News Release

What’s ISDS? How TPP “Puts Corporations in Driver’s Seat”

​​CNN reports: “The Obama administration released early Thursday the full text of the highly anticipated Trans-Pacific Partnership trade deal, kicking off a 90-day period for congressional review. The Trans-Pacific Partnership, or TPP, is a 12-nation deal that touches on 40 percent of the global economy.”

SEAN FLYNN, sflynn at wcl.american.edu
Flynn is associate director of the Program on Information Justice and Intellectual Property at American University Washington College of Law. He said today: “Today’s release of the TPP agreement confirms that its Investor State Dispute Settlement — ISDS — chapter would expand the rights of private companies to challenge limitations and exceptions to copyrights, patents, and other intellectual property rights in unaccountable international arbitration forums. The text contains broader provisions than are being used by Eli Lilly to challenge Canada’s invalidation of patent extensions for new uses of two medicines originally developed in the 1970s. The TPP includes a new footnote, not previously released as part of any other investment chapter and not included in the U.S. model investment text — clarifying that private expropriation actions can be brought to challenge ‘the cancellation or nullification of such [intellectual property] rights,’ as well as ‘exceptions to such rights.’ This expands the range of challenges that can be brought by companies against intellectual property limitations and exceptions.

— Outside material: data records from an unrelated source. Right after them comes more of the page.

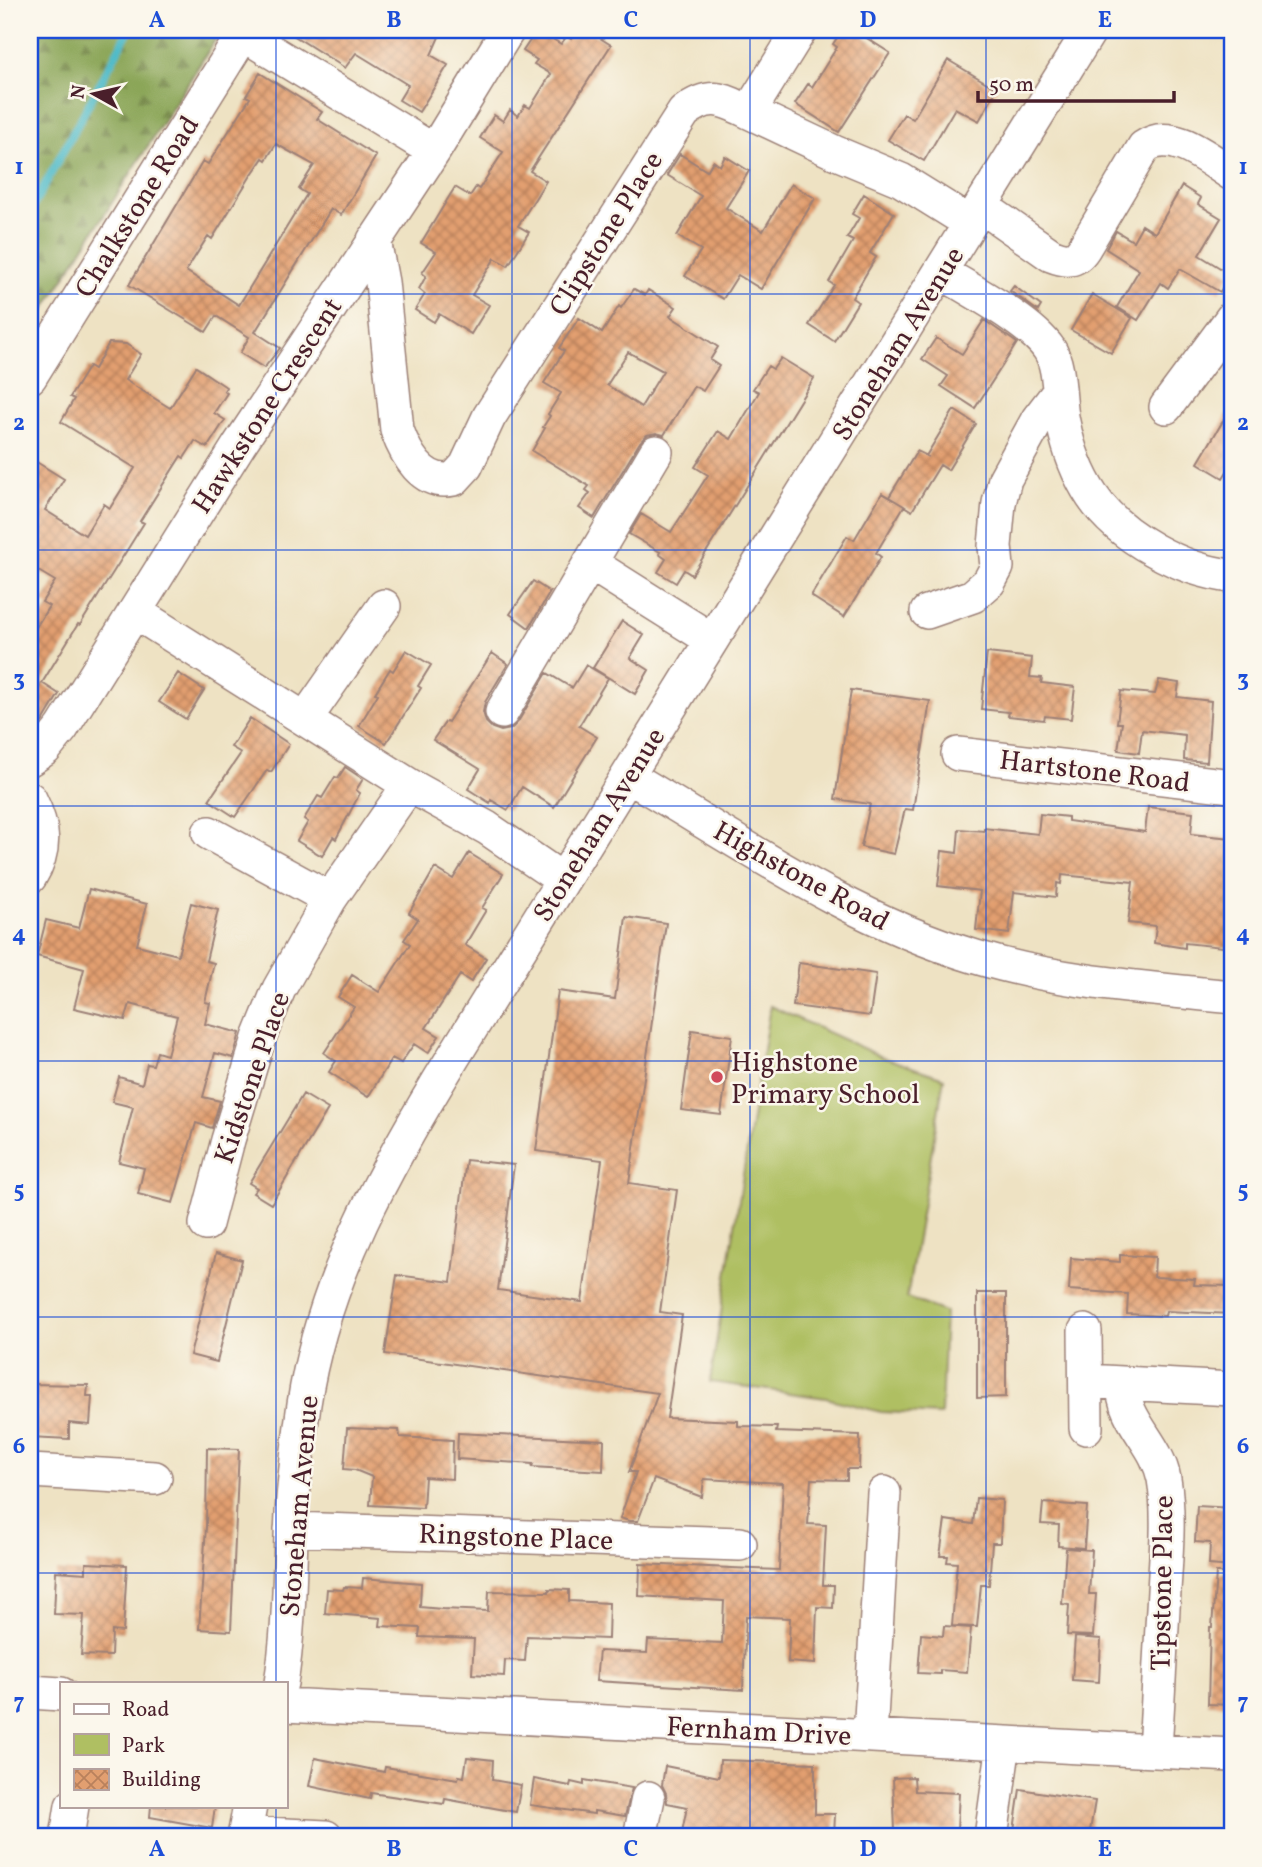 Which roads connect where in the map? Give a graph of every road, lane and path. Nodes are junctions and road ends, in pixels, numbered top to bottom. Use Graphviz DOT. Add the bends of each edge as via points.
graph roads {
  1 [pos="508,30"];
  2 [pos="800,30"];
  3 [pos="1090,30"];
  4 [pos="244,32"];
  5 [pos="749,112"];
  6 [pos="434,151"];
  7 [pos="1232,174"];
  8 [pos="975,215"];
  9 [pos="374,240"];
  10 [pos="941,272"];
  11 [pos="1232,318"];
  12 [pos="30,377"];
  13 [pos="1058,393"];
  14 [pos="1166,407"];
  15 [pos="656,452"];
  16 [pos="590,563"];
  17 [pos="1232,576"];
  18 [pos="384,606"];
  19 [pos="135,612"];
  20 [pos="927,612"];
  21 [pos="712,640"];
  22 [pos="502,712"];
  23 [pos="306,718"];
  24 [pos="958,754"];
  25 [pos="30,759"];
  26 [pos="628,776"];
  27 [pos="409,785"];
  28 [pos="1232,786"];
  29 [pos="30,799"];
  30 [pos="209,833"];
  31 [pos="30,877"];
  32 [pos="563,880"];
  33 [pos="330,899"];
  34 [pos="1232,997"];
  35 [pos="206,1224"];
  36 [pos="1085,1331"];
  37 [pos="1086,1381"];
  38 [pos="1123,1383"];
  39 [pos="1232,1389"];
  40 [pos="1086,1428"];
  41 [pos="30,1471"];
  42 [pos="155,1478"];
  43 [pos="884,1493"];
  44 [pos="291,1529"];
  45 [pos="740,1544"];
  46 [pos="281,1682"];
  47 [pos="30,1692"];
  48 [pos="60,1694"];
  49 [pos="287,1705"];
  50 [pos="870,1736"];
  51 [pos="1004,1743"];
  52 [pos="1155,1751"];
  53 [pos="1232,1755"];
  54 [pos="648,1798"];
  55 [pos="72,1808"];
  56 [pos="246,1825"];
  57 [pos="67,1837"];
  58 [pos="326,1837"];
  59 [pos="640,1837"];
  60 [pos="991,1837"];
  1 -- 6 [label="street, Hawkstone Crescent"];
  2 -- 5 [label="street"];
  3 -- 8 [label="street, Stoneham Avenue"];
  4 -- 6 [label="street, Chalkstone Road"];
  4 -- 12 [label="street, Chalkstone Road"];
  5 -- 8 [label="street"];
  5 -- 9 [label="street, Clipstone Place" via="713,98 684,112 489,417 466,466 454,478 435,480 412,461 397,430"];
  6 -- 9 [label="street, Hawkstone Crescent"];
  7 -- 8 [label="street" via="1184,145 1158,139 1144,147 1073,259 1051,255"];
  8 -- 10 [label="street, Stoneham Avenue"];
  9 -- 19 [label="street, Hawkstone Crescent"];
  10 -- 13 [label="street" via="1040,338 1054,358"];
  10 -- 21 [label="street, Stoneham Avenue"];
  11 -- 14 [label="street"];
  13 -- 17 [label="street" via="1077,467 1110,517 1185,565"];
  13 -- 20 [label="street" via="1005,479 995,546 997,567 989,582 973,596"];
  15 -- 16 [label="street"];
  16 -- 21 [label="street"];
  16 -- 22 [label="street"];
  18 -- 23 [label="street"];
  19 -- 23 [label="street"];
  19 -- 25 [label="street" via="62,728"];
  21 -- 26 [label="street, Stoneham Avenue"];
  23 -- 27 [label="street"];
  24 -- 28 [label="street, Hartstone Road"];
  26 -- 32 [label="street, Stoneham Avenue"];
  26 -- 34 [label="street, Highstone Road" via="848,906 964,953 1038,972"];
  27 -- 32 [label="street" via="487,828"];
  27 -- 33 [label="street, Kidstone Place"];
  29 -- 31 [label="street" via="42,825 42,841"];
  30 -- 33 [label="street"];
  32 -- 44 [label="street, Stoneham Avenue" via="396,1152 347,1255 323,1324 305,1400"];
  33 -- 35 [label="street, Kidstone Place" via="265,1020"];
  36 -- 37 [label="street"];
  37 -- 38 [label="street"];
  37 -- 40 [label="street"];
  38 -- 39 [label="street"];
  38 -- 52 [label="street, Tipstone Place" via="1128,1412 1158,1461 1165,1488 1166,1561"];
  41 -- 42 [label="street"];
  43 -- 50 [label="street"];
  44 -- 45 [label="street, Ringstone Place"];
  44 -- 46 [label="street, Stoneham Avenue"];
  47 -- 48 [label="street"];
  49 -- 50 [label="street, Fernham Drive"];
  50 -- 51 [label="street, Fernham Drive"];
  51 -- 52 [label="street, Fernham Drive"];
  51 -- 60 [label="street"];
  52 -- 53 [label="street, Fernham Drive"];
  54 -- 59 [label="street"];
  55 -- 57 [label="street"];
  56 -- 58 [label="street"];
}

“Instead of combating the ability to bring cases such as Eli Lilly’s, the TPP’s investment chapter invites them. Any time a national court — including in the U.S. — invalidates a wrongfully granted patent or other intellectual property right, the affected company could appeal that revocation to foreign arbitrators. The new language would also make clear that private companies are empowered by the treaty to challenge limitations and exceptions like the U.S. fair use doctrine, or individual applications of it. Adoption of this set of rules in the largest regional trade agreement of its kind would upset the international intellectual property legal system and should be subject to the most rigorous and open debate in every country where it is being considered.” See: “FAQ on ISDS and Intellectual Property” and “How the Leaked TPP ISDS Chapter Threatens Intellectual Property Limitations and Exceptions.”

KATHRYN JOHNSON, KJohnson at afsc.org, @katjohnsondc
Johnson is the policy impact coordinator with the American Friends Service Committee. She said today: “It’s finally clear why the administration hid its proposals for the Trans Pacific Partnership behind closed doors for so long. This pact puts corporations firmly in the driver’s seat shaping health, environmental and economic policies around the globe.

“The text released this morning clearly demonstrates what we have long feared: The TPP’s investor-state dispute settlement (ISDS) provisions would enable investors from any of the TPP countries to challenge environmental and public health laws, regulations and court decisions in international tribunals that circumvent the U.S. and any other country’s judicial system. Right now, a number of smaller Free Trade Agreements and Bilateral Investment Treaties already grant these powers to transnational corporations — and they are being used to attack clean air rules in Peru, mining laws in El Salvador, a provincial fracking moratorium in Canada and a court decision against the oil giant Chevron in Ecuador, among many other examples. Expanding this system throughout the Pacific Rim would only increase the occurrence of these challenges.

“The ISDS provisions alone are reason to sink the entire TPP deal, but that’s just one of the concessions that the over 600 corporate advisors to the negotiations have inserted that will guarantee corporate profits while harming the rest of us. Under the TPP, U.S. exports of fracked natural gas would automatically be deemed in the public interest, bypassing certain environmental and economic reviews, if going to any of eleven TPP countries throughout the Pacific Rim — including Japan, the world’s largest importer of natural gas. While corporations reap a profit, AFSC’s work around the world has shown us who bears the brunt of the human cost of climate change — the poorest and the most marginalized communities.

“In addition, the TPP is full of language designed to delay the introduction of low-cost generic medications and that enables pharmaceutical companies to challenge members’ public health programs’ cost-saving mechanisms. This threatens to increase health care prices and reduce access to medicine for residents of member countries, once again lining the pockets of the wealthy off the backs of the poor.

“The TPP may benefit some Wall Street executives, but it is a disaster for the environment and for public health and it must be stopped.”